I drove 170 miles round trip to get this vise almost a year ago and within a week the handles stripped out. First off, the marketing pics showed stainless metal ("all metal construction" they said) and what I got was plastic handles with brass inserts that screwed onto metal studs. Doesn't take a rocket scientist to know that isn't a good match. I tried contacting them by email and phone when it first happened and got no response. I again sent email the other day and have yet to get a response. I paid paid probably close to $140 by the time you count fuel for this vise and what I think is misrepresentation. 

"All metal construction" is bogus. I now have to use a damn socket and ratchet to use the vise. I like the design had it been all metal, but customer service is nonexistent and marketing is misleading. Mods cam remove this if they wish, but it is God's honest truth.


----------



## bowhunterprime (Jan 28, 2009)

HoytFlinger,
I have had this same bow vice for about 5 months now and have used it a lot. I have not had the problems you have. It may be that you just got one with bad inserts or something. I've torqued down on these handles pretty tight more than once with no problems. The fact that it's not "all metal construction" is kinda crummy, but other than that I'm very satisfied with it. I hope you get everything sorted out. -Chris


----------



## HoytFlinger (Jan 26, 2007)

Still haven't heard a word from them. I will never buy anything from that damn company again.


----------



## dozer68 (Jan 26, 2007)

I hvae had one for two years now and mine works fine.It does have plastic handles with brass inserts but they have not stripped out yet.


----------



## HoytFlinger (Jan 26, 2007)

Glad your's hasn't. Mine did within a week. They know they marketed it misleading with the pics and that's probably why they won't answer me since I called them on it. Oh well, I'll make sure their lack of customer service gets noticed in a big way very very shortly :wink:


----------



## BuckWyld (May 5, 2006)

HoytFlinger said:


> I drove 170 miles round trip to get this vise almost a year ago and within a week the handles stripped out. First off, the marketing pics showed stainless metal ("all metal construction" they said) and what I got was plastic handles with brass inserts that screwed onto metal studs. Doesn't take a rocket scientist to know that isn't a good match. I tried contacting them by email and phone when it first happened and got no response. I again sent email the other day and have yet to get a response. I paid paid probably close to $140 by the time you count fuel for this vise and what I think is misrepresentation.
> 
> "All metal construction" is bogus. I now have to use a damn socket and ratchet to use the vise. I like the design had it been all metal, but customer service is nonexistent and marketing is misleading. Mods cam remove this if they wish, but it is God's honest truth.

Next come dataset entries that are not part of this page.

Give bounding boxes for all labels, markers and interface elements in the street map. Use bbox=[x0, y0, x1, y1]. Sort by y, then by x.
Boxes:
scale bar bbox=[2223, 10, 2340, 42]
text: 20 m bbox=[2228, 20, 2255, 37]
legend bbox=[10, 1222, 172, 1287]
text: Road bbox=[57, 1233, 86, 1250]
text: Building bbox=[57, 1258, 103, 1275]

While I can certainly understand your upset, and rightfully so, I think it is more than a little unrealistic to consider the cost of your fuel as part of the purchase price. You could have had it shipped for a few bucks. Not to mention a year a go fuel was 4 bucks a gallon. 170 miles took atleast 50 bucks worth of gas....


----------



## HoytFlinger (Jan 26, 2007)

BuckWyld said:


> While I can certainly understand your upset, and rightfully so, I think it is more than a little unrealistic to consider the cost of your fuel as part of the purchase price. You could have had it shipped for a few bucks. Not to mention a year a go fuel was 4 bucks a gallon. 170 miles took atleast 50 bucks worth of gas....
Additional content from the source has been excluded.